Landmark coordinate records
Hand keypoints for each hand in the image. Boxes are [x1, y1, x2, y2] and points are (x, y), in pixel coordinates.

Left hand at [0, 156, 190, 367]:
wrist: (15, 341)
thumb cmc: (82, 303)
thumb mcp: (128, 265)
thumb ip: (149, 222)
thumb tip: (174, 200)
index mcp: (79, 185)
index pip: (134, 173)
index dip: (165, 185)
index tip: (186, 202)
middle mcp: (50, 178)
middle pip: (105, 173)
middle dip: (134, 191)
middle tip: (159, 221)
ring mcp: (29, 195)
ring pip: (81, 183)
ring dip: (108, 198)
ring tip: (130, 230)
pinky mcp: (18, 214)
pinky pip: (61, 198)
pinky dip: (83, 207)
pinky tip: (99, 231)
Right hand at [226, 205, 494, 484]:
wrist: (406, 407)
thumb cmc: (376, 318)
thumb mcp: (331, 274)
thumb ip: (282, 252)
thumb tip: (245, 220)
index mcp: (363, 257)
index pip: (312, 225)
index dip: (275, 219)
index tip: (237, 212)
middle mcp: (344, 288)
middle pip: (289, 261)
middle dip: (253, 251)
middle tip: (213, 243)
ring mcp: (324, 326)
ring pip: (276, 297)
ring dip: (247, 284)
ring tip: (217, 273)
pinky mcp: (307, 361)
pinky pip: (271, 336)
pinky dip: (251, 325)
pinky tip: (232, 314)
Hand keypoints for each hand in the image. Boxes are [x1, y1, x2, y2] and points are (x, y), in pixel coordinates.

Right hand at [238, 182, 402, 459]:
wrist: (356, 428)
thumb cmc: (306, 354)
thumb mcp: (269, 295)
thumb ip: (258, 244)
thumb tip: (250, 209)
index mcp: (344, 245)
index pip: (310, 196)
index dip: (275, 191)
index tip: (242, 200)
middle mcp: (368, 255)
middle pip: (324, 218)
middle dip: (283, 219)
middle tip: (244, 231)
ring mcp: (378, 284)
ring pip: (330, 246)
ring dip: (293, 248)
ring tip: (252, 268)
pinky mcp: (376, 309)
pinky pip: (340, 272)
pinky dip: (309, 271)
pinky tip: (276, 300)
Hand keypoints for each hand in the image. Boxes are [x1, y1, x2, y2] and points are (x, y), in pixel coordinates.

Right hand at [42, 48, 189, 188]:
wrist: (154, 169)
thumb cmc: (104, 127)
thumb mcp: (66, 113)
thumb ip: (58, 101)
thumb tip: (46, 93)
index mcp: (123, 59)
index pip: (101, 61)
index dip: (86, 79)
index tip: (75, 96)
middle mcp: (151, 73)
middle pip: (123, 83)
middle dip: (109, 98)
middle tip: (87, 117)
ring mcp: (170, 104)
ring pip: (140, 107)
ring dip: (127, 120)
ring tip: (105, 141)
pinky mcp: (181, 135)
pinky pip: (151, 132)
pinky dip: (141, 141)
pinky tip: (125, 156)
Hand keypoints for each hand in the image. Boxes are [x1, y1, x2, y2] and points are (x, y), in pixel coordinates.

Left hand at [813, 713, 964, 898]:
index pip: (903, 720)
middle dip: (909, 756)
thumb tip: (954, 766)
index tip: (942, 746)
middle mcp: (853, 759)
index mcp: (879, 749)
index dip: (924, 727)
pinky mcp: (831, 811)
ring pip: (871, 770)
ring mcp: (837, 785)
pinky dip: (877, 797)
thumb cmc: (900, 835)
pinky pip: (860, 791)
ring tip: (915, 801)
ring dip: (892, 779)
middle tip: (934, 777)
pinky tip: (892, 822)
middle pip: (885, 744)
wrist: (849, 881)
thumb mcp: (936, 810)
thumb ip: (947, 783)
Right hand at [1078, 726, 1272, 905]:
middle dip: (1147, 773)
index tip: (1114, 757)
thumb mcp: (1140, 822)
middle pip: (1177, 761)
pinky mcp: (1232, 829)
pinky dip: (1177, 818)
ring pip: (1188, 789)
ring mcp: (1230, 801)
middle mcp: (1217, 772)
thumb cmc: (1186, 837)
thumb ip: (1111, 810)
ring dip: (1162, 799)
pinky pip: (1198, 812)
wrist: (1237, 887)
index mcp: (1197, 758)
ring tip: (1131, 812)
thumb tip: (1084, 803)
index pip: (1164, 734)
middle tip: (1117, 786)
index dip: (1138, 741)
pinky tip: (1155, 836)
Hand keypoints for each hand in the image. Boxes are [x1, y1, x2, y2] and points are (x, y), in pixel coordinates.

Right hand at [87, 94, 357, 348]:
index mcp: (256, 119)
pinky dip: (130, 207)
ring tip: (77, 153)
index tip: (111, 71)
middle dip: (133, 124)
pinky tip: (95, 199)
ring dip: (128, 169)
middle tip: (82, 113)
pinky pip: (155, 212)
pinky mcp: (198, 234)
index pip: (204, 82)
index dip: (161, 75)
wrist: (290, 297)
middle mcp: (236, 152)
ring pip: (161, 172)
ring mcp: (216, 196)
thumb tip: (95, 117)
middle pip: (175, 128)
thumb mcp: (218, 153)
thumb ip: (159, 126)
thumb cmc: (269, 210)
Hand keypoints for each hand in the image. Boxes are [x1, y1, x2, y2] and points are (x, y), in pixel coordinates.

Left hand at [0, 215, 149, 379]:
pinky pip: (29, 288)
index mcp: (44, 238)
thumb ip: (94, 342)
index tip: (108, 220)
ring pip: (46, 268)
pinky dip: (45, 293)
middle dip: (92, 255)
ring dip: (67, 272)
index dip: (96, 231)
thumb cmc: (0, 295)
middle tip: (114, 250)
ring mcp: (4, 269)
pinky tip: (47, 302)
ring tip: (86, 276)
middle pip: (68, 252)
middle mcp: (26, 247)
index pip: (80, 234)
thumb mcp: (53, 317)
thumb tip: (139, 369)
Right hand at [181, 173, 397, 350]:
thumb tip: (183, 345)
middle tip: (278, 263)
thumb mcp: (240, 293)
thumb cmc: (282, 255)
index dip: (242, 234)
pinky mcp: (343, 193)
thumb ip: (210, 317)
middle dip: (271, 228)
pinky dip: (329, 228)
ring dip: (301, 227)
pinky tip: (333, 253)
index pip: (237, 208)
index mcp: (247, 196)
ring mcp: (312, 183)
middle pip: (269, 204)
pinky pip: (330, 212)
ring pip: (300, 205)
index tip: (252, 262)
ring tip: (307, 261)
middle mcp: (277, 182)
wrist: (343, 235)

Problem statement => All lines above from the one holding "middle dip: (109, 98)" to the one holding "ring mcp: (837, 785)", inclusive, are to be copied exactly; no other line is wanted.

Problem solution =>
middle dip: (109, 98)
middle tip: (87, 117)
ring mcp: (170, 104)
ring pip: (140, 107)
ring dip: (127, 120)
ring tip: (105, 141)
pinky mcp: (181, 135)
pinky pip: (151, 132)
pinky dip: (141, 141)
pinky tip: (125, 156)
Hand keypoints for each hand in the image. Boxes are [x1, y1, x2, y2] and points are (x, y), in pixel coordinates.

Left hand at [813, 713, 964, 898]:
index pip: (903, 720)
middle dip: (909, 756)
thumb tip: (954, 766)
index tip: (942, 746)
middle mcp: (853, 759)
index mcp: (879, 749)
index dip: (924, 727)
pinky mcp: (831, 811)
ring pip: (871, 770)
ring mcp: (837, 785)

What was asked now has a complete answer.